Il frontman è Franz di Cioccio, che lascia spesso la postazione dietro i tamburi per dimostrarsi aperto, gioioso e comunicativo, portando nel gruppo con interpretazioni come “Suonare suonare” tutta l’energia che serve. Gli altri sono a loro a agio e tutti grandi professionisti, sia per l’abilità strumentale che nel corso del concerto hanno modo di dimostrare ( Premoli con un brano per sole tastiere, Mussidda con un’appassionante introduzione a “Promenade the puzzle”, Pagani e Fabbri in non pochi momenti di improvvisazione al violino), sia, soprattutto, per la serietà e la correttezza vero i tecnici (ringraziati a fine concerto) dimostrata durante il sound check . Dopo altre parentesi dal primo disco e un episodio, “Domani”, dal più recente album da solista di Mauro Pagani (un bel gesto di stima da parte del gruppo verso il musicista), salgono sul palco gli ospiti: il quartetto d’archi Solis, già protagonista dell’apertura del concerto, e Piero Pelù, che fra “Il mio corpo che cambia” arrangiato e suonato con la Pfm e brani dei Litfiba presentati con il suo gruppo in organico ridotto mette a segno una buona performance, tenendo testa senza deludere ad una collaborazione sulla carta non così scontata.

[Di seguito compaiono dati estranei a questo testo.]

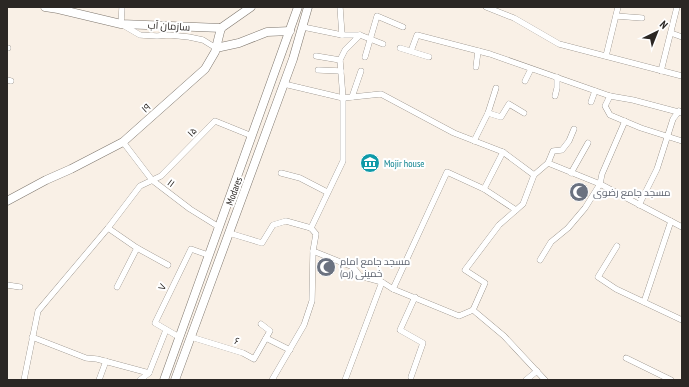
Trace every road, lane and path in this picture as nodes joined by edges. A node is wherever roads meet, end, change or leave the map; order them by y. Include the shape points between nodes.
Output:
1 (45, 7) edge
2 (122, 7) edge
3 (251, 7) edge
4 (298, 7) edge
5 (308, 7) edge
6 (340, 7) edge
7 (486, 7) edge
8 (618, 7) edge
9 (677, 7) edge
10 (616, 16) junction
11 (642, 18) dead end
12 (121, 24) junction
13 (303, 27) junction
14 (403, 27) dead end
15 (221, 28) junction
16 (290, 31) junction
17 (671, 33) junction
18 (342, 35) junction
19 (360, 35) junction
20 (682, 37) edge
21 (370, 39) junction
22 (383, 44) dead end
23 (216, 48) junction
24 (400, 48) dead end
25 (411, 51) junction
26 (478, 51) junction
27 (316, 56) dead end
28 (606, 56) junction
29 (365, 57) dead end
30 (429, 57) dead end
31 (340, 60) junction
32 (476, 67) dead end
33 (531, 69) junction
34 (318, 70) dead end
35 (341, 71) junction
36 (361, 71) dead end
37 (661, 71) junction
38 (682, 76) edge
39 (557, 77) junction
40 (525, 81) dead end
41 (284, 84) junction
42 (496, 88) dead end
43 (595, 91) junction
44 (555, 96) dead end
45 (610, 96) junction
46 (352, 97) junction
47 (343, 98) junction
48 (592, 102) dead end
49 (680, 112) edge
50 (488, 113) junction
51 (524, 113) dead end
52 (625, 121) junction
53 (574, 129) dead end
54 (252, 136) junction
55 (667, 137) junction
56 (474, 141) junction
57 (682, 141) edge
58 (123, 142) junction
59 (588, 144) dead end
60 (503, 152) junction
61 (548, 163) junction
62 (571, 172) junction
63 (281, 173) dead end
64 (534, 175) junction
65 (152, 180) junction
66 (600, 184) junction
67 (232, 189) junction
68 (484, 190) junction
69 (244, 192) junction
70 (327, 192) junction
71 (7, 201) edge
72 (640, 205) junction
73 (516, 210) junction
74 (671, 221) junction
75 (219, 227) junction
76 (682, 227) edge
77 (108, 228) junction
78 (311, 228) junction
79 (229, 234) junction
80 (617, 246) dead end
81 (137, 248) junction
82 (313, 250) junction
83 (208, 255) junction
84 (540, 260) dead end
85 (168, 265) dead end
86 (382, 282) junction
87 (7, 285) edge
88 (20, 287) dead end
89 (117, 287) dead end
90 (393, 289) junction
91 (415, 297) junction
92 (644, 302) junction
93 (473, 310) junction
94 (682, 320) edge
95 (261, 324) dead end
96 (166, 330) junction
97 (32, 337) junction
98 (179, 337) junction
99 (190, 337) junction
100 (266, 338) junction
101 (290, 350) junction
102 (626, 358) dead end
103 (106, 361) junction
104 (537, 371) junction
105 (149, 373) junction
106 (411, 376) dead end
107 (24, 380) edge
108 (99, 380) edge
109 (140, 380) edge
110 (164, 380) edge
111 (175, 380) edge
112 (272, 380) edge
113 (345, 380) edge
114 (526, 380) edge
115 (545, 380) edge
116 (671, 380) edge

1 - 12 main road, سازمان آب
2 - 12 street
3 - 15 main road
4 - 16 main road, Modares
5 - 13 main road, Modares
6 - 18 street
7 - 28 street via 514,18 559,44
8 - 10 street
9 - 17 street
10 - 11 street
10 - 28 street
12 - 15 main road, سازمان آب
12 - 23 street, سازمان آب via 140,35 189,37 203,40
13 - 18 street
13 - 41 main road, Modares
14 - 21 street via 377,16
15 - 23 main road, ۱۹
16 - 23 main road via 267,32 239,43
16 - 54 main road, Modares
17 - 20 street
17 - 37 street
18 - 19 street
19 - 21 street
19 - 31 street via 345,50
21 - 22 street
21 - 29 street
23 - 58 main road, ۱۹ via 205,69
24 - 25 street
25 - 26 street via 417,35
25 - 30 street
26 - 32 street
26 - 33 street
27 - 31 street
28 - 37 street
31 - 35 street
33 - 39 street
33 - 40 street
34 - 35 street
35 - 47 street
36 - 46 street
37 - 38 street
39 - 43 street
39 - 44 street
41 - 47 street
41 - 69 main road, Modares
42 - 50 street
43 - 45 street
43 - 48 street
45 - 49 street
45 - 52 street via 605,106 610,115
46 - 47 street
46 - 56 street via 381,94
47 - 70 street via 343,161
49 - 55 street via 673,119
50 - 51 street via 501,117 509,104
50 - 56 street
52 - 55 street
52 - 66 street
53 - 61 street via 562,150 553,151
54 - 65 street, ۱۵ via 215,122 161,176
54 - 67 main road, Modares
55 - 57 street
55 - 72 street via 657,169
56 - 60 street
58 - 65 street, ۱۱
58 - 71 main road, ۱۹
59 - 62 street
60 - 64 street
60 - 68 street
61 - 62 street
61 - 64 street
62 - 66 street
63 - 70 street via 300,178
64 - 73 street via 523,204
65 - 75 street, ۱۱
65 - 77 street via 140,186
66 - 72 street
66 - 84 street via 585,208 568,228 551,242
67 - 69 main road
67 - 75 main road, Modares
68 - 73 street
68 - 90 street via 448,172
69 - 79 main road, Modares
70 - 78 street
72 - 74 street
73 - 93 street via 499,225 465,270 485,283
74 - 76 street
74 - 92 street
75 - 83 main road, Modares
77 - 81 street
77 - 97 street via 38,311
78 - 79 street via 286,221 273,225 262,243
78 - 82 street via 316,234
79 - 99 main road, Modares
80 - 92 street via 598,277
81 - 85 street
81 - 89 street
82 - 86 street via 353,267 360,276
82 - 101 street via 312,301 304,325
83 - 96 street, ۷ via 191,249 154,323
83 - 98 main road, Modares
86 - 90 street
86 - 113 street
87 - 88 street
90 - 91 street
91 - 93 street via 458,316
91 - 106 street via 400,330 423,343
92 - 94 street
93 - 104 street via 504,336
95 - 100 street via 270,331
96 - 98 street, ۷
96 - 105 street
97 - 103 street via 86,358
97 - 107 street
98 - 110 main road, Modares
99 - 100 street, ۶ via 243,352 254,359
99 - 111 main road, Modares
100 - 101 street
101 - 112 street
102 - 116 street
103 - 105 street
103 - 108 street
104 - 114 street
104 - 115 street
105 - 109 street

Immancabile un momento dedicato a Fabrizio De Andrè (come Di Cioccio lo ha definito, “uno dei più grandi poeti del Novecento” ) con il brano “Un giudice”, già sullo storico live registrato nel 1979 quando, dice ancora Di Cioccio, il gruppo sfidò con successo la convinzione che un cantautore e un complesso potessero schierarsi solo su fronti opposti. Poi un bel dialogo strumentale per la curiosa formazione a due violini Fabbri-Pagani, elettrico e più tecnico il primo, amplificato e più passionale il secondo. Conclusione con “Impressioni di settembre”, “Celebration” e “Il pescatore”, altro corale omaggio a De Andrè, all’insegna di una band che con classe e professionalità ha conquistato la stima di più di una generazione di musicisti e appassionati.